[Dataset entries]
_ _ _ _ _ _ _

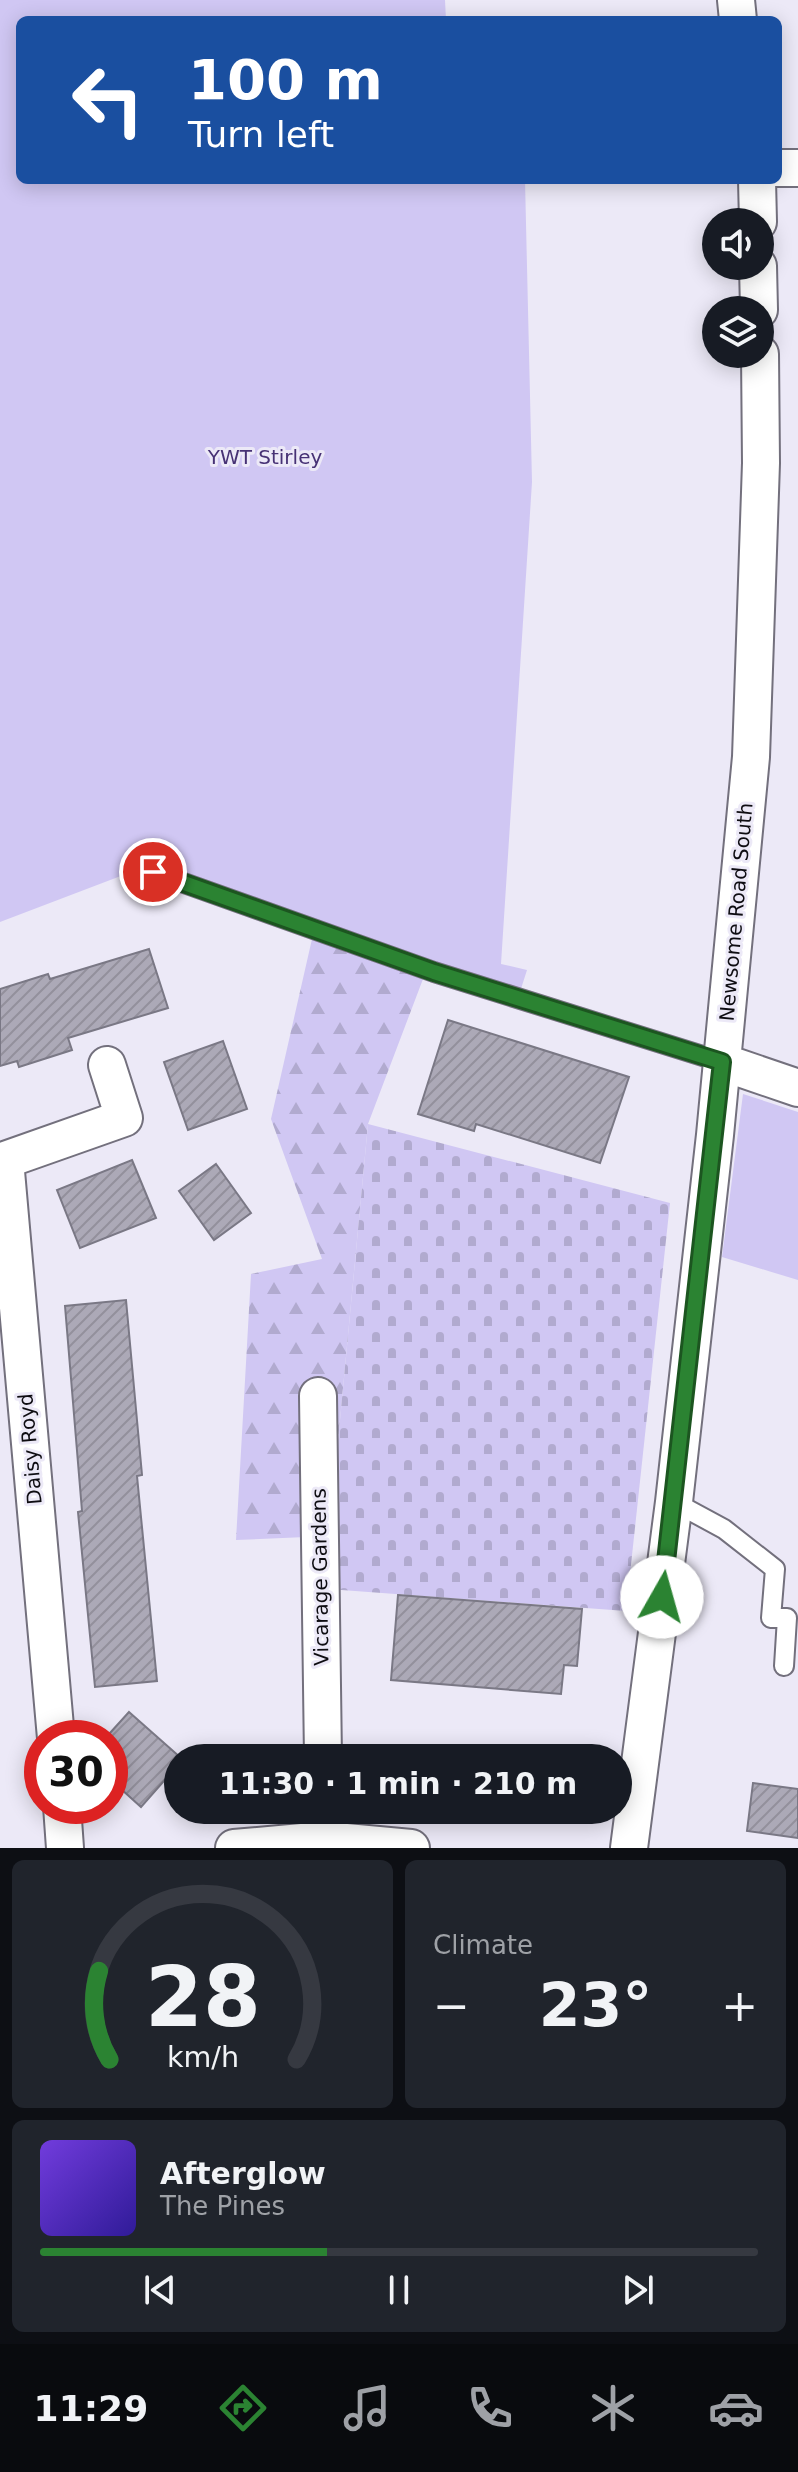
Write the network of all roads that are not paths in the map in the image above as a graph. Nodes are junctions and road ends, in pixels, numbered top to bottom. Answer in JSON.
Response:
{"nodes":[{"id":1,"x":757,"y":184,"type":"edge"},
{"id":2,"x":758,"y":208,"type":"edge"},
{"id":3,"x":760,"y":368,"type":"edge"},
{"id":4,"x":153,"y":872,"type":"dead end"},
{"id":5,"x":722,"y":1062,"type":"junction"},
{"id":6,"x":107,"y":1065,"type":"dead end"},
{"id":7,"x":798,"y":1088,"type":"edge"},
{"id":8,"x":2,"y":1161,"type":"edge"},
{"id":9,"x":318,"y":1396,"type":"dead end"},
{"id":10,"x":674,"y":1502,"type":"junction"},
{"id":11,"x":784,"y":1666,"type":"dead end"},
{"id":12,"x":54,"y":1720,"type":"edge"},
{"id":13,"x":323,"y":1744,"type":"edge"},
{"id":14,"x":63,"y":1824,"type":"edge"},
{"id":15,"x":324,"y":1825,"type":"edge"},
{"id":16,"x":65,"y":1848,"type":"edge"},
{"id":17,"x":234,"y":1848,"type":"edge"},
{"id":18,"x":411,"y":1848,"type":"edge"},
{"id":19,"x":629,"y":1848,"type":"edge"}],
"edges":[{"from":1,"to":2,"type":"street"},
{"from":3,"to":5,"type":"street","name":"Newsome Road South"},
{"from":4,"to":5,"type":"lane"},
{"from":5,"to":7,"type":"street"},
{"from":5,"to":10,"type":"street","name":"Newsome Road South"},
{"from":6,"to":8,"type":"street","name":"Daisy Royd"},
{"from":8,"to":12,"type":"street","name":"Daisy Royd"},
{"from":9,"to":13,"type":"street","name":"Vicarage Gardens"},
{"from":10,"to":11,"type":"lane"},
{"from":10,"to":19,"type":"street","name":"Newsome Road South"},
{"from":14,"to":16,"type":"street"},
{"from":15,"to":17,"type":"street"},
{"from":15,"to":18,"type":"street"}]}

_ _ _ _ _ _ _

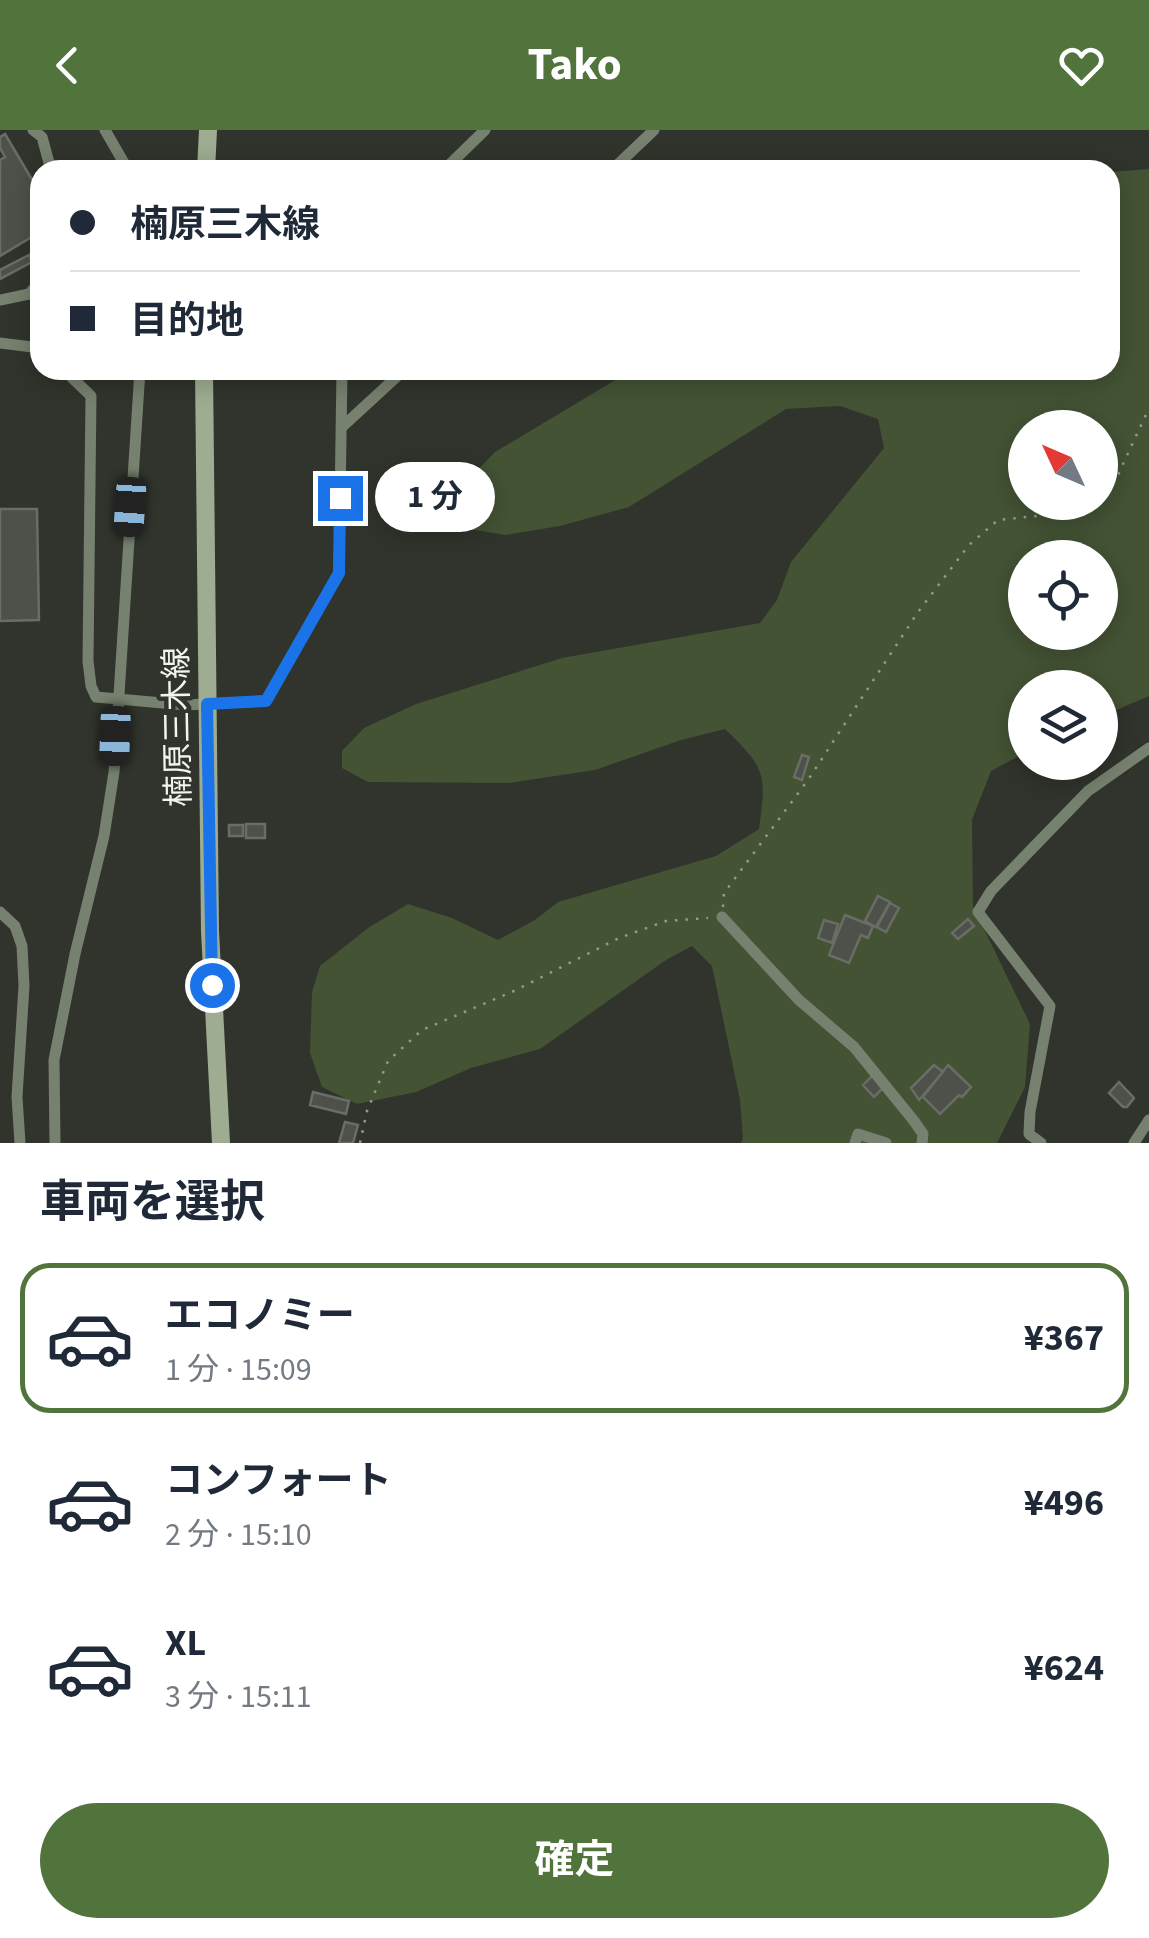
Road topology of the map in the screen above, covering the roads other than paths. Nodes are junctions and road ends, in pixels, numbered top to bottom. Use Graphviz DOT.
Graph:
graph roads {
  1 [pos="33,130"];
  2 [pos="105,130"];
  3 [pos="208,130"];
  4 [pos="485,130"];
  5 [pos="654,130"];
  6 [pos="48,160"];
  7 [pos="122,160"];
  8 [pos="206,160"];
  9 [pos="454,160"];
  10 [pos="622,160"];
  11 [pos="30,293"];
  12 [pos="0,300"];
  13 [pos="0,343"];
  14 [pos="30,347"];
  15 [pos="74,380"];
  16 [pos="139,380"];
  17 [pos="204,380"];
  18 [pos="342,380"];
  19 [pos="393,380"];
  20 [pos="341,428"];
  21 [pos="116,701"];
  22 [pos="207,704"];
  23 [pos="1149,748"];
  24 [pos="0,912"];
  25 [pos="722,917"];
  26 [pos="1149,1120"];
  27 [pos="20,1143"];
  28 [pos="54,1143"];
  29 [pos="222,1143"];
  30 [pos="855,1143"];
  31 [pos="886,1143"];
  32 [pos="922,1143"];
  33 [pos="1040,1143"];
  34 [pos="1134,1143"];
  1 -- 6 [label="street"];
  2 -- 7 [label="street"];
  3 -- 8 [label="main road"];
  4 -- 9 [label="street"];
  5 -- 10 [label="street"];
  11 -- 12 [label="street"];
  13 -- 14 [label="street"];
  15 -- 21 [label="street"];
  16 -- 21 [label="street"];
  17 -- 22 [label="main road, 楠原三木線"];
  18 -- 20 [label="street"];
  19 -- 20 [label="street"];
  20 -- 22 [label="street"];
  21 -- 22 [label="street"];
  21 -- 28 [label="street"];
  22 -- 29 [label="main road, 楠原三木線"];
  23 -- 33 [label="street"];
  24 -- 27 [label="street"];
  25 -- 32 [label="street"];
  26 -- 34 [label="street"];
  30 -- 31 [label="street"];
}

_ _ _ _ _ _ _

Exercise goal —
Every line of the entries that includes "bottom" must be copied into the answer.

Reply —
Write the network of all roads that are not paths in the map in the image above as a graph. Nodes are junctions and road ends, in pixels, numbered top to bottom. Answer in JSON.
Road topology of the map in the screen above, covering the roads other than paths. Nodes are junctions and road ends, in pixels, numbered top to bottom. Use Graphviz DOT.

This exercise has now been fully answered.